Requisitos de usabilidade e ergonomia, na verdade, fazem parte de um enorme campo, que engloba desde a adequação do sistema ao usuário, quanto à disposição dos ícones em uma tela ou aplicação. Sua “medição” pode ser feita através de uma avaliação heurística. A avaliação heurística, segundo Nielsen (1994) deve obedecer as seguintes qualidades:

  • Visibilidade do estado do sistema;

  • Mapeamento entre o sistema e o mundo real;

  • Liberdade e controle ao usuário;

  • Consistência e padrões;

  • Prevenção de erros;

  • Reconhecer em vez de lembrar;

  • Flexibilidade e eficiência de uso;

  • Design estético e minimalista;

  • Suporte para o usuário reconhecer, diagnosticar e recuperar erros;

  • Ajuda e documentação.

A avaliação toma como base “Padrões de usabilidade gerais”, que podem ser próprios ou desenvolvidos por especialistas na área.

Shneiderman propôs oito regras em seu livro “Designing the User Interface”. Tais regras refeririam-se especificamente às interações humano-computador.

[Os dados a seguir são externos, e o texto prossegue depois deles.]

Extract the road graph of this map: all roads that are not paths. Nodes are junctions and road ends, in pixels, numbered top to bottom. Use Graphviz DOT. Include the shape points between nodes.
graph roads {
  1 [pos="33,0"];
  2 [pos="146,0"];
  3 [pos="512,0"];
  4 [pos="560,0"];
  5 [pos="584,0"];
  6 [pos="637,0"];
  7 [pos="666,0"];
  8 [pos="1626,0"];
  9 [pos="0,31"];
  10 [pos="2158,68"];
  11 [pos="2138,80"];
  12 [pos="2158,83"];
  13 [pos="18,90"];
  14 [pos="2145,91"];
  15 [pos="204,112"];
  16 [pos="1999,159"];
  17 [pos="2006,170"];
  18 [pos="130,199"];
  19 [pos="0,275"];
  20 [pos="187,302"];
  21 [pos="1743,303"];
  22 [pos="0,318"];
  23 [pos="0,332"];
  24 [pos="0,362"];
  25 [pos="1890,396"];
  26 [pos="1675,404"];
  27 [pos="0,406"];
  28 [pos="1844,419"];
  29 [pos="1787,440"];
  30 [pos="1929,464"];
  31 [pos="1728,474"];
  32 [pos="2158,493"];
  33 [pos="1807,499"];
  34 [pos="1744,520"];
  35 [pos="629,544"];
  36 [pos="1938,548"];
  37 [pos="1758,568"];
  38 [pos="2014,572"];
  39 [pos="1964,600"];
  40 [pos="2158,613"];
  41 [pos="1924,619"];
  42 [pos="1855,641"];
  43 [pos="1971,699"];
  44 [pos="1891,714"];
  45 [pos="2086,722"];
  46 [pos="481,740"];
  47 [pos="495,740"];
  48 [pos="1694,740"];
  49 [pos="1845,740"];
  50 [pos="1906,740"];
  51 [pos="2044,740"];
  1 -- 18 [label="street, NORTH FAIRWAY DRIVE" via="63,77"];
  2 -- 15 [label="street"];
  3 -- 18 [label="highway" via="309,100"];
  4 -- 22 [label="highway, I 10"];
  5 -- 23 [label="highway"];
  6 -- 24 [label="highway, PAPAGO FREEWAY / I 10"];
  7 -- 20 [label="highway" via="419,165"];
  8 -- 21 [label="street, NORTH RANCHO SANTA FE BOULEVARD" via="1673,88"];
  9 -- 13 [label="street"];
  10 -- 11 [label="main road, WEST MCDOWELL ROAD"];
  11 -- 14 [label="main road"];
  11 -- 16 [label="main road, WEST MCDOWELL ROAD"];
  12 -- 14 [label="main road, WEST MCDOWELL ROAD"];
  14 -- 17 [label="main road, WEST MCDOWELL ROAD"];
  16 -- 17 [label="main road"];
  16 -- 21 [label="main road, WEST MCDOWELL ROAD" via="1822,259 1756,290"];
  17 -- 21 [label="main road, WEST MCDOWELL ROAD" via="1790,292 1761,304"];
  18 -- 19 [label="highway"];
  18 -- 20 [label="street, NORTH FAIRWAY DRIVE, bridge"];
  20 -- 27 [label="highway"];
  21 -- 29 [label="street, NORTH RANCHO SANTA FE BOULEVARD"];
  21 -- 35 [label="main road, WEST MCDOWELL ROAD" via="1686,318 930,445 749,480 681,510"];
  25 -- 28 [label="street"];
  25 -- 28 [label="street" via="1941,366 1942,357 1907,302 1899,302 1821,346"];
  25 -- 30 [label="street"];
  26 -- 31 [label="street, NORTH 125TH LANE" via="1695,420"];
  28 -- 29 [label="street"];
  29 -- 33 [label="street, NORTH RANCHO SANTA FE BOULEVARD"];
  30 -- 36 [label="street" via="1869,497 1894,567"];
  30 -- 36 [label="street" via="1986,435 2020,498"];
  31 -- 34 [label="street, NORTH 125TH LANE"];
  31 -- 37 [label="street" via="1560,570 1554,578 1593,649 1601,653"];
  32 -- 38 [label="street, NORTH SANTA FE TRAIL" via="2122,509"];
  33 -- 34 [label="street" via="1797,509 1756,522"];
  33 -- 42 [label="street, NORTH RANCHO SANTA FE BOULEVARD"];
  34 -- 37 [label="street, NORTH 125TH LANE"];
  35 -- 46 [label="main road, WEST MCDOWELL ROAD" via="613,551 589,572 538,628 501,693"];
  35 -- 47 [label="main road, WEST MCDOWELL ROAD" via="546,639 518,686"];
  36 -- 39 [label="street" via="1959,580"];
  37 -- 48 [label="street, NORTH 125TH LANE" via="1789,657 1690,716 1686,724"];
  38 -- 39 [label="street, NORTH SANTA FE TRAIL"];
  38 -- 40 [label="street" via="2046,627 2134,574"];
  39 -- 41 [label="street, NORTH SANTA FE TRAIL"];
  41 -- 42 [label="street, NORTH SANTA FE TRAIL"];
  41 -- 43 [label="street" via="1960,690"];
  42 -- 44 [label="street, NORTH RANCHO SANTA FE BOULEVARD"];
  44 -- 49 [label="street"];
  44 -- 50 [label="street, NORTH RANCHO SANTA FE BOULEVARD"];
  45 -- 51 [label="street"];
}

São elas:

  • Perseguir a consistência;

  • Fornecer atalhos;

  • Fornecer feedback interativo;

  • Marcar o final dos diálogos;

  • Fornecer prevenção e manipulação simples de erros;

  • Permitir o cancelamento de ações;

  • Fornecer controle e iniciativa ao usuário;

  • Reduzir a carga de memória de trabalho.

Existe também uma norma internacional (ISO 9241:10 de 1998) que propõe em sua decima parte os “Princípios de Diálogo”. São sete princípios de interfaces humano-computador para aplicações de escritório.

  • Adaptação à tarefa;

  • Auto-descrição (feedback);

  • Controle ao usuário;

  • Conformidade às expectativas do usuário;

  • Tolerância aos erros;

  • Facilidade de individualização;

  • Facilidade de aprendizagem.

Além dos critérios de usabilidade, existem também os critérios ergonômicos. Tais critérios foram desenvolvidos pela dupla de pesquisadores franceses Dominique Scapin e Christian Bastien, os quais propuseram em 1993 um conjunto de oito critérios ergonômicos principais, que por sua vez, subdividem-se em 18 subcritérios e critérios elementares. O objetivo é a minimização de ambiguidades na identificação e classificação das qualidades e problemas relacionados à ergonomia de softwares interativos.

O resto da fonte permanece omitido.